If prices drop, buyers will likely step in around $4,400. This is the channel support. As long as the gold price continues to form higher lows, and momentum indicators remain above neutral levels – RSI above 50 in particular – then the broader bullish pattern remains intact.

Why Gold is Rising: Fear Politics and a Softer US Dollar

Fundamentals clearly favor gold beyond the charts.

The renewed trade tensions have returned to the forefront after US President Donald Trump announced additional tariffs against European allies. This prompted the EU consider retaliatory actions ahead of an upcoming deadline on February 1. The renewed trade tensions have rekindled fears of a wider trade war and pushed investors back to traditional safe-havens such as gold.

Geopolitical tensions are fueling the rally. The increased drone and missile strikes by Russia on Ukraine have raised fears about energy security in winter. The unrest in Iran is lessening, reducing the likelihood of US involvement. However, the ongoing conflict in Ukraine continues to drive demand for gold.

The US dollar is also slipping for the second session in a row, and has fallen from its highest level since December 1. Gold prices are typically boosted by a weaker dollar, which helps push the metal towards the $4,700 range.

Fed Uncertainty Keeps the Gold Supported

Trump’s tariff talk has also revived the “Sell America”, a larger trade.

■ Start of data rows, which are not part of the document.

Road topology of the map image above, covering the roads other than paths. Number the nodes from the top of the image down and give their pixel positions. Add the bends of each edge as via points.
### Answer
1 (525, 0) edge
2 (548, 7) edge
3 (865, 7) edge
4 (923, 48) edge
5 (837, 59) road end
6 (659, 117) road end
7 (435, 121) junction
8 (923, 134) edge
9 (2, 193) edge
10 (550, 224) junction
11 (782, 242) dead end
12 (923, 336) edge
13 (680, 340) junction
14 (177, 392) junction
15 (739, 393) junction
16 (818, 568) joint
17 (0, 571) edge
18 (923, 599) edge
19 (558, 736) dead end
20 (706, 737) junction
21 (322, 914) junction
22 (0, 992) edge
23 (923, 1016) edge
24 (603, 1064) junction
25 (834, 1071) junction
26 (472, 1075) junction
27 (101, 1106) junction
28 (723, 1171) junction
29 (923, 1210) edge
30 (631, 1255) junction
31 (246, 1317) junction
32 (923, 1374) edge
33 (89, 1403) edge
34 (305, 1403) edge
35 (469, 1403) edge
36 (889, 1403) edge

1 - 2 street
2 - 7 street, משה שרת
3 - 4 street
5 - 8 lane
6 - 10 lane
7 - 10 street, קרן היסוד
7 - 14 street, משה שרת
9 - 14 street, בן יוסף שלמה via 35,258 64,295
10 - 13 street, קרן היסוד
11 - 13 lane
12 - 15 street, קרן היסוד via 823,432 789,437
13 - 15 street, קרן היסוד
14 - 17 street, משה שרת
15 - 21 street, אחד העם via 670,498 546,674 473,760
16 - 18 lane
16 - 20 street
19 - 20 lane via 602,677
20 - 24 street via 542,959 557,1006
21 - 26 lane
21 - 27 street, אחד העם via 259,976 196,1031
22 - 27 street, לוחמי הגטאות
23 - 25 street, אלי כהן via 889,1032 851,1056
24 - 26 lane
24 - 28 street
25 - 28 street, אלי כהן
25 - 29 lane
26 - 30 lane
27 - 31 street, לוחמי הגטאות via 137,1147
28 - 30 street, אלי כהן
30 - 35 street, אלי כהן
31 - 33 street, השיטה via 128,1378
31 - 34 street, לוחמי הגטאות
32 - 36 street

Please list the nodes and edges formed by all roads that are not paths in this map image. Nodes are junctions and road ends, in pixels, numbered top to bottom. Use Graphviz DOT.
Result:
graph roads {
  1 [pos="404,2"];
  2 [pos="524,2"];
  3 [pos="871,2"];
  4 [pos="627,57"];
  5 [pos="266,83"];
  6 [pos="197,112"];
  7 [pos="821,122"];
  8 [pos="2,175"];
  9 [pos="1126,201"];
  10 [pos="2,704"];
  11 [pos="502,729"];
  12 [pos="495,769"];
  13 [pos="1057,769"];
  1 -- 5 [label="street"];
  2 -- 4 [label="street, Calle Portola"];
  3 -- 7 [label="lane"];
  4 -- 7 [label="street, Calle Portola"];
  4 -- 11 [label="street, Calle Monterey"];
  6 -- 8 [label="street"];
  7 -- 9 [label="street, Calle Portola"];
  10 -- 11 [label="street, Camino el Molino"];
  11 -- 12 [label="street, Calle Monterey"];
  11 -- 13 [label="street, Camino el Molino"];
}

This is weighing down the dollar, despite the expectation that the Federal Reserve will not be cutting rates as aggressively. Commentaries suggesting that Trump’s economic staff will remain the same, and uncertainty about who will succeed Fed chair Jerome Powell have led traders to reduce expectations for rate reductions in 2026.

Investors are still cautious. Many investors are waiting to see key US data this week. Especially the PCE inflation and final GDP numbers, which can shape expectations about Fed policy. Gold remains a popular non-yielding investment that is well supported until then.

Bottom Line

Gold’s rally has been driven by a powerful combination of technical strength and geopolitical risks, trade tensions and a cooling US Dollar. Although a short-term consolidation may be possible due to the overbought condition, the overall trend is bullish so long as global uncertainties remain high.